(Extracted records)
---
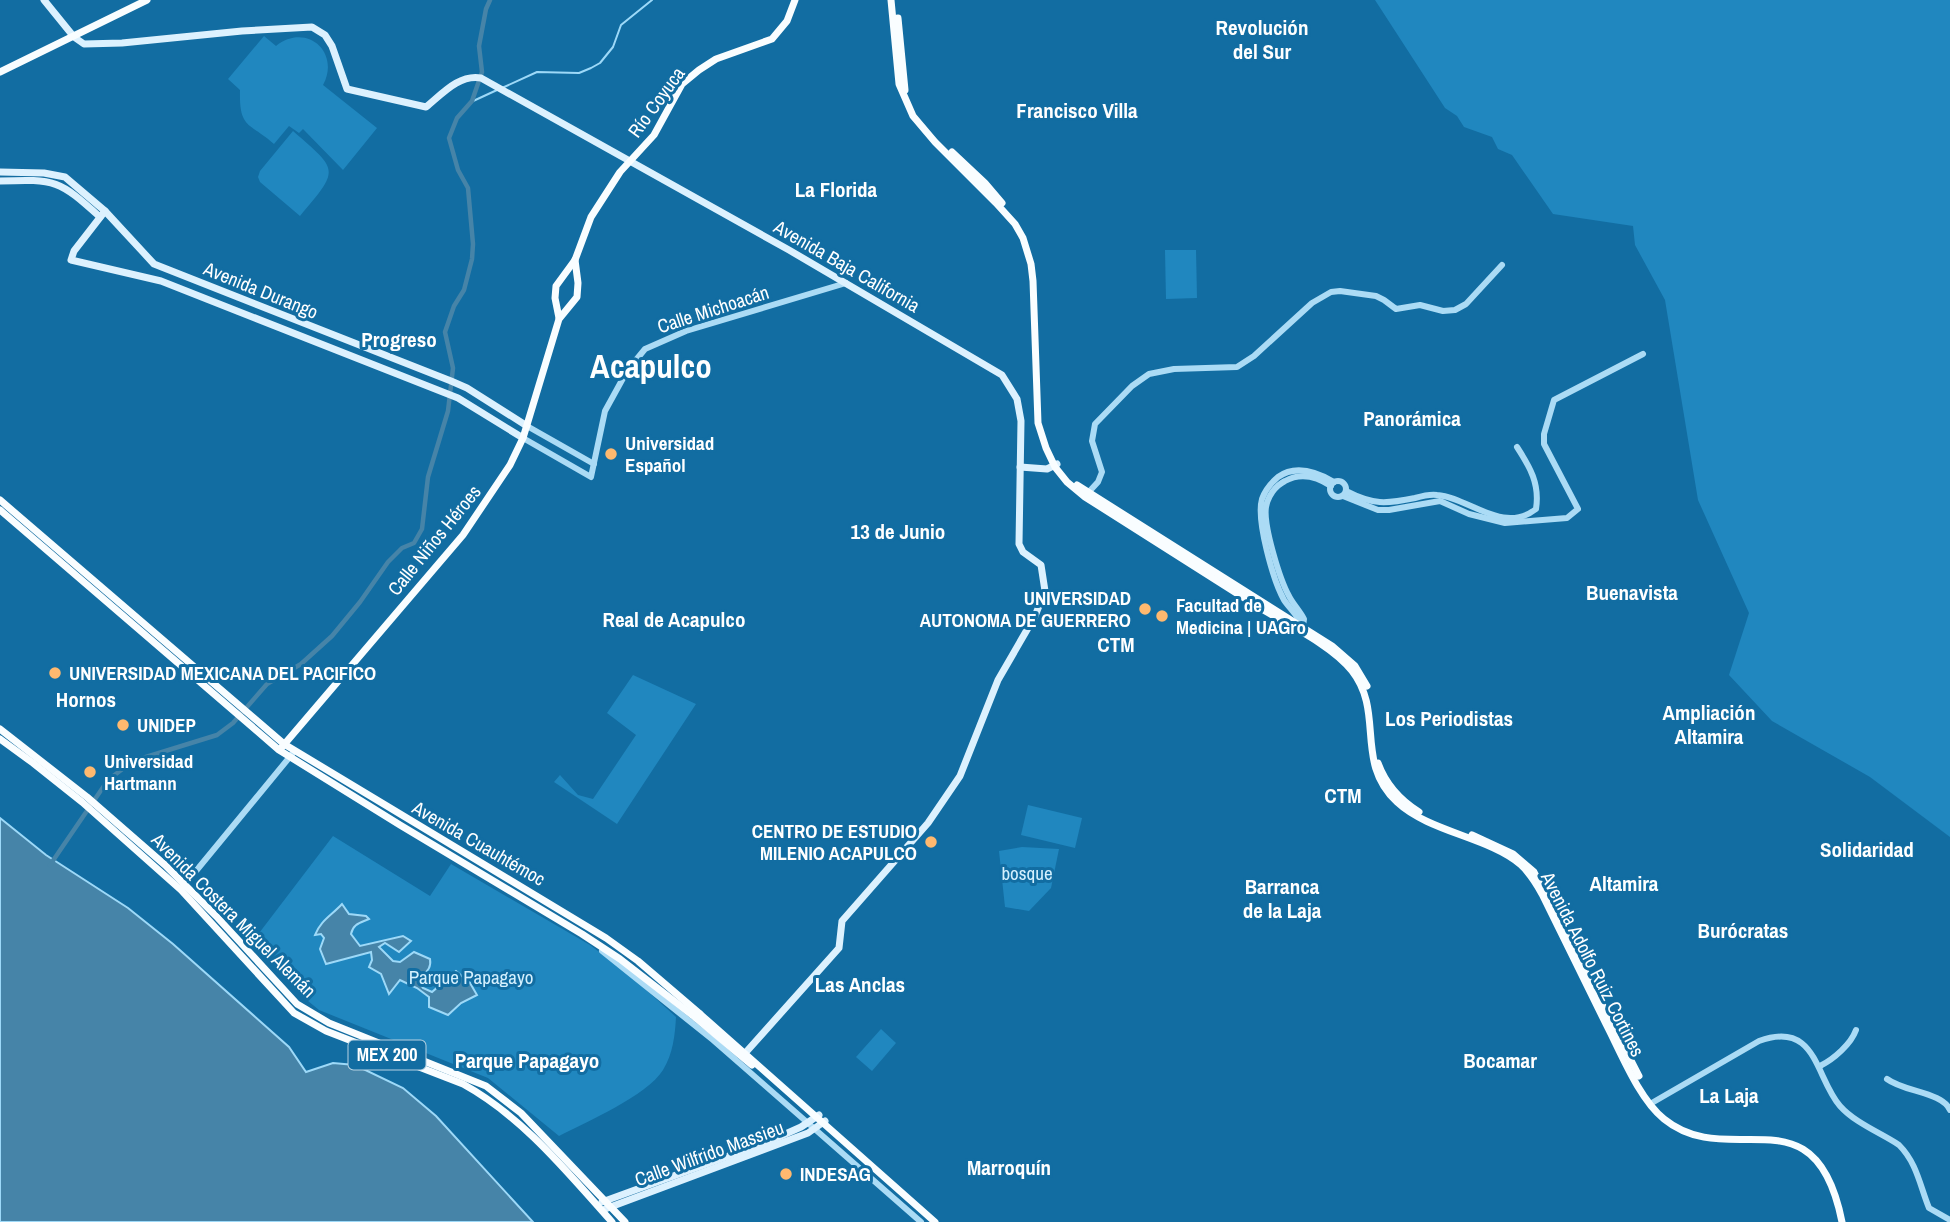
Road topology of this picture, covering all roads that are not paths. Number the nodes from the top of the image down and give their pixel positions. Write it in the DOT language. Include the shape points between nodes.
graph roads {
  1 [pos="46,0"];
  2 [pos="138,0"];
  3 [pos="148,0"];
  4 [pos="795,0"];
  5 [pos="894,0"];
  6 [pos="75,36"];
  7 [pos="0,70"];
  8 [pos="629,162"];
  9 [pos="0,172"];
  10 [pos="0,181"];
  11 [pos="998,202"];
  12 [pos="103,214"];
  13 [pos="1502,265"];
  14 [pos="572,271"];
  15 [pos="846,283"];
  16 [pos="562,309"];
  17 [pos="1643,354"];
  18 [pos="448,380"];
  19 [pos="465,387"];
  20 [pos="443,392"];
  21 [pos="460,399"];
  22 [pos="527,426"];
  23 [pos="523,438"];
  24 [pos="1517,447"];
  25 [pos="1050,458"];
  26 [pos="593,464"];
  27 [pos="1056,465"];
  28 [pos="1020,467"];
  29 [pos="1043,469"];
  30 [pos="1332,484"];
  31 [pos="1345,493"];
  32 [pos="1087,495"];
  33 [pos="0,500"];
  34 [pos="1452,503"];
  35 [pos="0,510"];
  36 [pos="1186,557"];
  37 [pos="1302,627"];
  38 [pos="238,710"];
  39 [pos="0,729"];
  40 [pos="0,740"];
  41 [pos="282,747"];
  42 [pos="292,754"];
  43 [pos="84,800"];
  44 [pos="183,887"];
  45 [pos="582,934"];
  46 [pos="606,938"];
  47 [pos="698,1016"];
  48 [pos="1856,1030"];
  49 [pos="747,1051"];
  50 [pos="1820,1066"];
  51 [pos="1887,1079"];
  52 [pos="1652,1103"];
  53 [pos="1950,1110"];
  54 [pos="822,1118"];
  55 [pos="808,1123"];
  56 [pos="815,1129"];
  57 [pos="607,1204"];
  58 [pos="598,1207"];
  59 [pos="1950,1220"];
  60 [pos="612,1222"];
  61 [pos="625,1222"];
  62 [pos="921,1222"];
  63 [pos="929,1222"];
  64 [pos="937,1222"];
  65 [pos="1844,1222"];
  1 -- 6 [label="main road"];
  2 -- 6 [label="main road"];
  3 -- 6 [label="main road"];
  4 -- 8 [label="main road, Río Coyuca" via="777,35 716,59 682,84 658,129"];
  5 -- 11 [label="main road, Avenida Adolfo Ruiz Cortines" via="904,85 916,112"];
  6 -- 7 [label="main road"];
  6 -- 8 [label="main road, Avenida Baja California" via="84,44 122,43 312,27 332,46 347,89 426,107 460,80 485,80"];
  8 -- 14 [label="main road, Río Coyuca" via="591,218"];
  8 -- 15 [label="main road, Avenida Baja California"];
  9 -- 12 [label="main road, Avenida Durango" via="65,177"];
  10 -- 12 [label="main road" via="54,182"];
  11 -- 25 [label="main road, Avenida Adolfo Ruiz Cortines" via="1023,239 1031,264 1037,413"];
  11 -- 27 [label="main road, Avenida Adolfo Ruiz Cortines" via="1022,229 1035,263 1041,413"];
  12 -- 18 [label="main road, Avenida Durango" via="154,264"];
  12 -- 20 [label="main road" via="71,260 161,281"];
  13 -- 32 [label="street" via="1462,306 1450,312 1420,305 1396,309 1376,296 1331,292 1237,367 1149,374 1095,424 1091,435 1102,472"];
  14 -- 16 [label="main road, Calle Niños Héroes" via="578,283 577,297"];
  14 -- 16 [label="main road, Calle Niños Héroes" via="556,286 555,298"];
  15 -- 26 [label="street, Calle Michoacán" via="686,331 645,349 606,411"];
  15 -- 28 [label="main road, Avenida Baja California" via="1002,375 1020,410"];
  16 -- 22 [label="main road, Calle Niños Héroes"];
  17 -- 34 [label="street" via="1555,400 1544,444 1578,509 1567,519 1505,523 1477,517"];
  18 -- 19 [label="main road, Avenida Durango"];
  18 -- 20 [label="main road"];
  19 -- 21 [label="main road"];
  19 -- 22 [label="main road, Avenida Durango"];
  20 -- 21 [label="main road"];
  21 -- 23 [label="main road"];
  22 -- 23 [label="main road, Calle Niños Héroes"];
  22 -- 26 [label="street"];
  23 -- 26 [label="street, Calle Michoacán" via="591,477"];
  23 -- 41 [label="main road, Calle Niños Héroes" via="463,535"];
  24 -- 34 [label="street" via="1533,470 1536,509 1525,516 1497,516"];
  25 -- 27 [label="main road, Avenida Adolfo Ruiz Cortines"];
  25 -- 29 [label="main road"];
  27 -- 29 [label="main road"];
  27 -- 32 [label="main road, Avenida Adolfo Ruiz Cortines"];
  28 -- 29 [label="main road"];
  28 -- 49 [label="main road, Avenida Baja California" via="1019,544 1041,565 1045,591 1035,616 998,680 960,776 928,823 842,920 839,948"];
  30 -- 31 [label="street" via="1343,482"];
  30 -- 31 [label="street" via="1334,496"];
  30 -- 37 [label="street" via="1309,476 1294,477 1275,489 1266,505 1273,549 1287,593 1304,619"];
  31 -- 34 [label="street" via="1378,503 1439,495"];
  32 -- 36 [label="main road, Avenida Adolfo Ruiz Cortines"];
  33 -- 38 [label="main road, Avenida Cuauhtémoc"];
  35 -- 38 [label="main road, Avenida Cuauhtémoc"];
  36 -- 37 [label="main road, Avenida Adolfo Ruiz Cortines"];
  36 -- 52 [label="main road, Avenida Adolfo Ruiz Cortines" via="1345,664 1360,683 1368,706 1374,767 1395,801 1419,817 1511,858 1529,874 1626,1063"];
  37 -- 52 [label="main road, Avenida Adolfo Ruiz Cortines" via="1342,653 1361,676 1373,709 1379,766 1398,796 1417,811 1513,854 1534,872"];
  38 -- 41 [label="main road, Avenida Cuauhtémoc"];
  39 -- 43 [label="main road, Avenida Costera Miguel Alemán / MEX 200"];
  40 -- 43 [label="main road, Avenida Costera Miguel Alemán / MEX 200"];
  41 -- 42 [label="main road, Avenida Cuauhtémoc"];
  42 -- 44 [label="street"];
  42 -- 45 [label="main road, Avenida Cuauhtémoc"];
  42 -- 46 [label="main road, Avenida Cuauhtémoc"];
  43 -- 44 [label="main road, Avenida Costera Miguel Alemán / MEX 200"];
  44 -- 57 [label="main road, Avenida Costera Miguel Alemán / MEX 200" via="297,1004 329,1023 486,1086 521,1113"];
  44 -- 58 [label="main road, Avenida Costera Miguel Alemán / MEX 200" via="294,1013 326,1031 481,1094 515,1119"];
  45 -- 47 [label="main road, Avenida Cuauhtémoc"];
  45 -- 55 [label="street"];
  46 -- 47 [label="main road, Avenida Cuauhtémoc"];
  46 -- 49 [label="street" via="640,958"];
  47 -- 63 [label="main road, Avenida Cuauhtémoc, bridge"];
  47 -- 64 [label="main road, Avenida Cuauhtémoc, bridge"];
  48 -- 50 [label="street" via="1850,1042"];
  49 -- 54 [label="street"];
  50 -- 52 [label="street" via="1796,1041 1768,1037"];
  50 -- 59 [label="street" via="1840,1106 1905,1150 1929,1208"];
  51 -- 53 [label="street" via="1895,1086 1942,1099"];
  52 -- 65 [label="main road, Avenida Adolfo Ruiz Cortines" via="1689,1129 1768,1134 1807,1148 1836,1182"];
  54 -- 55 [label="main road, Calle Wilfrido Massieu"];
  54 -- 56 [label="main road, Calle Wilfrido Massieu"];
  54 -- 64 [label="street"];
  55 -- 56 [label="street"];
  55 -- 57 [label="main road, Calle Wilfrido Massieu"];
  56 -- 57 [label="main road, Calle Wilfrido Massieu"];
  56 -- 62 [label="street"];
  57 -- 58 [label="main road, Calle Wilfrido Massieu"];
  57 -- 61 [label="main road, Avenida Costera Miguel Alemán / MEX 200"];
  58 -- 60 [label="main road, Avenida Costera Miguel Alemán / MEX 200"];
}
---
For every line above that includes the string "Michoacán", copy the line.

  15 -- 26 [label="street, Calle Michoacán" via="686,331 645,349 606,411"];
  23 -- 26 [label="street, Calle Michoacán" via="591,477"];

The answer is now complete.